As we, new students at Laurea, were given our first task to innovate new student services, I was sceptic. Would we ever come up with any ideas or anything we would ever dear to show someone else? By letting go of the need for control or knowing the end results before even starting the work and just trusting the process, we dived into a fun, inspiring and in the end very creative group work.

Tim Brown listed some personality features needed to be design thinker and this how those showed in our case. We had to let go of our deep beliefs and step into the end users’ shoes. “What are the problems exchange student face?” Empathy combined with ability to use integrative thinking was critical. The use of “what if”, “How Could we” and “furthermore” took us forward in your thinking and in your ideation process. We had to stay optimistic and experiment things, as the clock was ticking. If it didn’t work, fail fast, take the next idea and be willing to start over if needed.
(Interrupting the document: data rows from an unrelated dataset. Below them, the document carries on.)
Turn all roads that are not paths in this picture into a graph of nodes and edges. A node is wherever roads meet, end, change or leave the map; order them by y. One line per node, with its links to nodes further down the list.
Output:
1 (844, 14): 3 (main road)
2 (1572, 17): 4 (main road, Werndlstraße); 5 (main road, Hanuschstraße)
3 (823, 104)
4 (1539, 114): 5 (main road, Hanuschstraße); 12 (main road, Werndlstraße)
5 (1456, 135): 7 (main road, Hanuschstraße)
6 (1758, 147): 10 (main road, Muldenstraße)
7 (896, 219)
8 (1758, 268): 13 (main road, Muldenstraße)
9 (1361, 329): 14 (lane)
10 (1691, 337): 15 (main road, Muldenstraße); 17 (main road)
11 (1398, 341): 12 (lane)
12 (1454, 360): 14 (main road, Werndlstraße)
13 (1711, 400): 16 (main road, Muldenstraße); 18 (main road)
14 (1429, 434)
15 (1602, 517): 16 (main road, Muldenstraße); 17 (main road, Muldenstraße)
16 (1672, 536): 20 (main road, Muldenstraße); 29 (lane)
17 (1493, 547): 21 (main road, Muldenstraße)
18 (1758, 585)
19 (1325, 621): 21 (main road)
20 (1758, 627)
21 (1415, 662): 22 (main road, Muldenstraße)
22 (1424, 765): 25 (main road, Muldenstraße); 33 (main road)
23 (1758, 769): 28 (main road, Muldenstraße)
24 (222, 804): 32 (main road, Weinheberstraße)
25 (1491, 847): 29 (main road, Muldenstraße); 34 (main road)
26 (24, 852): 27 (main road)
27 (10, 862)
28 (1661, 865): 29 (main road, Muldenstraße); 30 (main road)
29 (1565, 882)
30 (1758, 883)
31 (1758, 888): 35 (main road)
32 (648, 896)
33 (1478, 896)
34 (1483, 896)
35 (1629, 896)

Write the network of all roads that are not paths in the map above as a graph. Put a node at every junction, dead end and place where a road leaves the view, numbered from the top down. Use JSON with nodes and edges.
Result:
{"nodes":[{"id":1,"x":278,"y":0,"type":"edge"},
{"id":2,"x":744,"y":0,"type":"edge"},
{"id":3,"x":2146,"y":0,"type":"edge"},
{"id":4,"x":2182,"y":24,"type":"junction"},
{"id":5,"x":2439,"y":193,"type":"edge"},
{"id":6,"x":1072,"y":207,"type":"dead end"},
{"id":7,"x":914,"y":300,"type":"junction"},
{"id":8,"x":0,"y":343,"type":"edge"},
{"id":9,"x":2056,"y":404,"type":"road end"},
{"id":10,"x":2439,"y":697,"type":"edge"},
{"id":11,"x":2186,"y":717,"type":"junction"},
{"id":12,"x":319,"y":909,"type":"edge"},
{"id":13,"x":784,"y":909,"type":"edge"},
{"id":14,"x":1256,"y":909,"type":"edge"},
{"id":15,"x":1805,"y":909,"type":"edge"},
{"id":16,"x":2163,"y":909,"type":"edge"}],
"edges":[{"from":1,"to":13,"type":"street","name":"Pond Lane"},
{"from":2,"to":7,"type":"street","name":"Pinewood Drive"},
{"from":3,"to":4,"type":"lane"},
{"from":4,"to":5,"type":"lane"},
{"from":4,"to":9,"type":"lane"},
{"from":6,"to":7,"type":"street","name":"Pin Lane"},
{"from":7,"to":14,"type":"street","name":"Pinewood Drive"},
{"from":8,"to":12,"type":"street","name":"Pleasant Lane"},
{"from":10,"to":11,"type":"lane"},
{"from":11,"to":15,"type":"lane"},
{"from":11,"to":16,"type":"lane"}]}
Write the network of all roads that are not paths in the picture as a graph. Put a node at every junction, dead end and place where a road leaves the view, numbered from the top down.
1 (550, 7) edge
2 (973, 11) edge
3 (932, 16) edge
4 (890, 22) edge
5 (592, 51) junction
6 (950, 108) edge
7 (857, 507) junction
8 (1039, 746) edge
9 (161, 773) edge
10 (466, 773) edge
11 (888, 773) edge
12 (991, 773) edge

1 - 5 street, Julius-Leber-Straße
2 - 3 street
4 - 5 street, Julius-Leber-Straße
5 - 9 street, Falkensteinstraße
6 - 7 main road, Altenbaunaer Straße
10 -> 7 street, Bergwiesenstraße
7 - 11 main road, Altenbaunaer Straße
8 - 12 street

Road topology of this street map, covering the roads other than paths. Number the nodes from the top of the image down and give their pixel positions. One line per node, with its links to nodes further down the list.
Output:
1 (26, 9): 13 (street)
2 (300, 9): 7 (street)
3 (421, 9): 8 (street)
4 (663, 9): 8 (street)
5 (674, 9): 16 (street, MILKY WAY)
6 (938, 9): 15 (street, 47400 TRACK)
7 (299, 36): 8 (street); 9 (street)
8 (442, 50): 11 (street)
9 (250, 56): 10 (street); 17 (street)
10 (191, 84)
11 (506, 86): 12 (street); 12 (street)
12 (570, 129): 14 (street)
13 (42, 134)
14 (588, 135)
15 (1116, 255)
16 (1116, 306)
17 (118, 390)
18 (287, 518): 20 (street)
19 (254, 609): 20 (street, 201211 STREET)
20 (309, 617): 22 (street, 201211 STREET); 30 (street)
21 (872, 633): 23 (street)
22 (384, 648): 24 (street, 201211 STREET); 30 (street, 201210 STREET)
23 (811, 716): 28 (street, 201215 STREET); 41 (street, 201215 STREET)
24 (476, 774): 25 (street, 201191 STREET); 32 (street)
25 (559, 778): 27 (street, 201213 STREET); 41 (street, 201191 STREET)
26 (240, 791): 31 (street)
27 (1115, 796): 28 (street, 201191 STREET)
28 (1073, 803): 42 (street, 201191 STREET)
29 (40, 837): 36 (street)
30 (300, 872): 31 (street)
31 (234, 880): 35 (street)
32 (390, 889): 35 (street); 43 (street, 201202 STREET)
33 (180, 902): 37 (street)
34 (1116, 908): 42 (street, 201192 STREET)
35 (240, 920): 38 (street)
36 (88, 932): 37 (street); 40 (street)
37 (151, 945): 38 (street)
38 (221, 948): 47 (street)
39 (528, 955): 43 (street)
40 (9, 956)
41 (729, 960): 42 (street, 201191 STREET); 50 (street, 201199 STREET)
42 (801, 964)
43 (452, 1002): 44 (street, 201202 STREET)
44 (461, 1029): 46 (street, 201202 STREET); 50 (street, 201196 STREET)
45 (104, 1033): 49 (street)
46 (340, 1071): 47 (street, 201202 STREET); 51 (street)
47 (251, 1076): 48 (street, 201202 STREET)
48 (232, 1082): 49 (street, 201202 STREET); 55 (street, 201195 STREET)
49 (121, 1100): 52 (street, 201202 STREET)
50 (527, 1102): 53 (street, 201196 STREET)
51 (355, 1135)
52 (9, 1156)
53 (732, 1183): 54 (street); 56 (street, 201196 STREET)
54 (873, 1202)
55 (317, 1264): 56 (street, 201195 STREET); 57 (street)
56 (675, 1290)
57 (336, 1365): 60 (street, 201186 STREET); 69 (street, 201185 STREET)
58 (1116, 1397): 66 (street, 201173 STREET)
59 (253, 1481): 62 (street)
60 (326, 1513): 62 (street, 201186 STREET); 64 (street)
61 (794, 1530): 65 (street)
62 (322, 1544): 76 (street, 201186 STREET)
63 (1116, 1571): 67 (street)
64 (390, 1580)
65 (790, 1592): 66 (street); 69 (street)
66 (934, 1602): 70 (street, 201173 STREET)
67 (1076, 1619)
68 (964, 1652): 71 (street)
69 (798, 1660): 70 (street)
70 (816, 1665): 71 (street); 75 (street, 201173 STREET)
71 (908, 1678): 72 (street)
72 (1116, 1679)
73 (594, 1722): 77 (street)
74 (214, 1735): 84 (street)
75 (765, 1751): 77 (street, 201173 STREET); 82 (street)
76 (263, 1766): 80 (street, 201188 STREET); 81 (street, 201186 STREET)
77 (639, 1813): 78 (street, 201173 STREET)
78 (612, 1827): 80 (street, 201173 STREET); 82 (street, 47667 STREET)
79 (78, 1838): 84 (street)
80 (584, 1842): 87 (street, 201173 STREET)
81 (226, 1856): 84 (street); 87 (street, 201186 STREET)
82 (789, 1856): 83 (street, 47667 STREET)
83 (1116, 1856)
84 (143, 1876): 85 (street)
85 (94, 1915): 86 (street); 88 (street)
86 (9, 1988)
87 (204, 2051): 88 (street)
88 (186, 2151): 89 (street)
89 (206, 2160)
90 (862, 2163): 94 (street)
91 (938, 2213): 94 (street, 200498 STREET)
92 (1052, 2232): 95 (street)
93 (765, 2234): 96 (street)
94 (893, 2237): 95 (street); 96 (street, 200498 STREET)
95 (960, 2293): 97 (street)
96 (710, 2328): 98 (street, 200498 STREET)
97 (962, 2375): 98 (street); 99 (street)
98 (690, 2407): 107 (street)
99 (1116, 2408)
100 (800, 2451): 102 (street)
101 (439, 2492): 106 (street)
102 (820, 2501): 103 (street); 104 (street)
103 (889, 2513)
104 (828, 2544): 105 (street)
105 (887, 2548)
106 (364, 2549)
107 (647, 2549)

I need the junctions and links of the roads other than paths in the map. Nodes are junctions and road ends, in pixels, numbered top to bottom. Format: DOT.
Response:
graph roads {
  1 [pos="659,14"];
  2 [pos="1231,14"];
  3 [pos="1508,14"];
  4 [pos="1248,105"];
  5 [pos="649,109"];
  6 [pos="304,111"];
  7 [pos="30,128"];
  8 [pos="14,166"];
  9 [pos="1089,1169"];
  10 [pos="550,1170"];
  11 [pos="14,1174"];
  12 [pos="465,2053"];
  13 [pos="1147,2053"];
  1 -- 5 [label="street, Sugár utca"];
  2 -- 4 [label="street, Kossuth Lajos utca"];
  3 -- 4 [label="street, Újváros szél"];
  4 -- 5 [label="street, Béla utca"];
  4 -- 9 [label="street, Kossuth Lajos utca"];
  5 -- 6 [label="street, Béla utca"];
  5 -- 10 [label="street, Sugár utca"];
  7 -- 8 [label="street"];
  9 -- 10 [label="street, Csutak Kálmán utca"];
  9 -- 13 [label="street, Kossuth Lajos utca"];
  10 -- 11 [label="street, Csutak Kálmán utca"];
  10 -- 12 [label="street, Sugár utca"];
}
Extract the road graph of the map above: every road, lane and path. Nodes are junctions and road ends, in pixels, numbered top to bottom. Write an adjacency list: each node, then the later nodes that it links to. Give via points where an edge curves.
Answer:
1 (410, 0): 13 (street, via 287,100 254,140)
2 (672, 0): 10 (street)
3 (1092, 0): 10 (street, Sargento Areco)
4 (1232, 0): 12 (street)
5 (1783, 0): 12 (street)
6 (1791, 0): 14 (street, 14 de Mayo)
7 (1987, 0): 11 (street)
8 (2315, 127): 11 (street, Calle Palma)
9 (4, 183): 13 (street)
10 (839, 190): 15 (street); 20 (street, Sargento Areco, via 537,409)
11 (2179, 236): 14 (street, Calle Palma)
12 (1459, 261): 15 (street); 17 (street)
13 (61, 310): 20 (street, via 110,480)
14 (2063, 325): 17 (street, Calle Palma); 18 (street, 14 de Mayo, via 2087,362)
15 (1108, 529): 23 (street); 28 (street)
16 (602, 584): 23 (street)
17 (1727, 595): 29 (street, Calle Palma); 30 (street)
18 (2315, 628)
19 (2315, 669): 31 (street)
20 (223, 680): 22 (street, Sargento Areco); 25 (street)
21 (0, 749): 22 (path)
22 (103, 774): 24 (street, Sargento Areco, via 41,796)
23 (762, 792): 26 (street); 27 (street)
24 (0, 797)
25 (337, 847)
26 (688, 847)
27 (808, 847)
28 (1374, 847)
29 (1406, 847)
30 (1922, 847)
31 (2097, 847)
In the end of very inspiring two days we had internalized the design thinking idea, tested many creative DT tools and  created several new services to improve exchange students stay in Finland. Pretty well from “nobodies”   😉

Using Design Thinking to Build a VR Study Experience

What do you get when you put together a group of Laurea MBA in Service Innovation and Design students and Mindshake’s Katja Tschimmel and task the group to innovate a service for international students as part of the Design Thinking course? A crazy lot of innovation, creativity, collaboration, and learnings. In this blog post, I will go through how one group utilised Design Thinking to create a service offering a full in-class VR experience to anyone not physically present.

Everyone has creativity in them – uncovering our creative confidence

First, we learned the theory and about the toolkit for practical Design Thinking, including opportunity mind mapping, intent statement and insight and stakeholder maps.

As innovation starts with idea generation, these tools were great for uncovering creativity and helped narrow down our focus. IDEO’s Tom and David Kelley discuss in their book Creative confidence: unleashing the creative potential within us all (Crown Publishing Group, 2013) how everyone has creativity in them and these tools are a testament to that. For our team, the creative confidence was really built up by brainwriting which brought us the collective brainchild of creating a VR in-class experience from anywhere.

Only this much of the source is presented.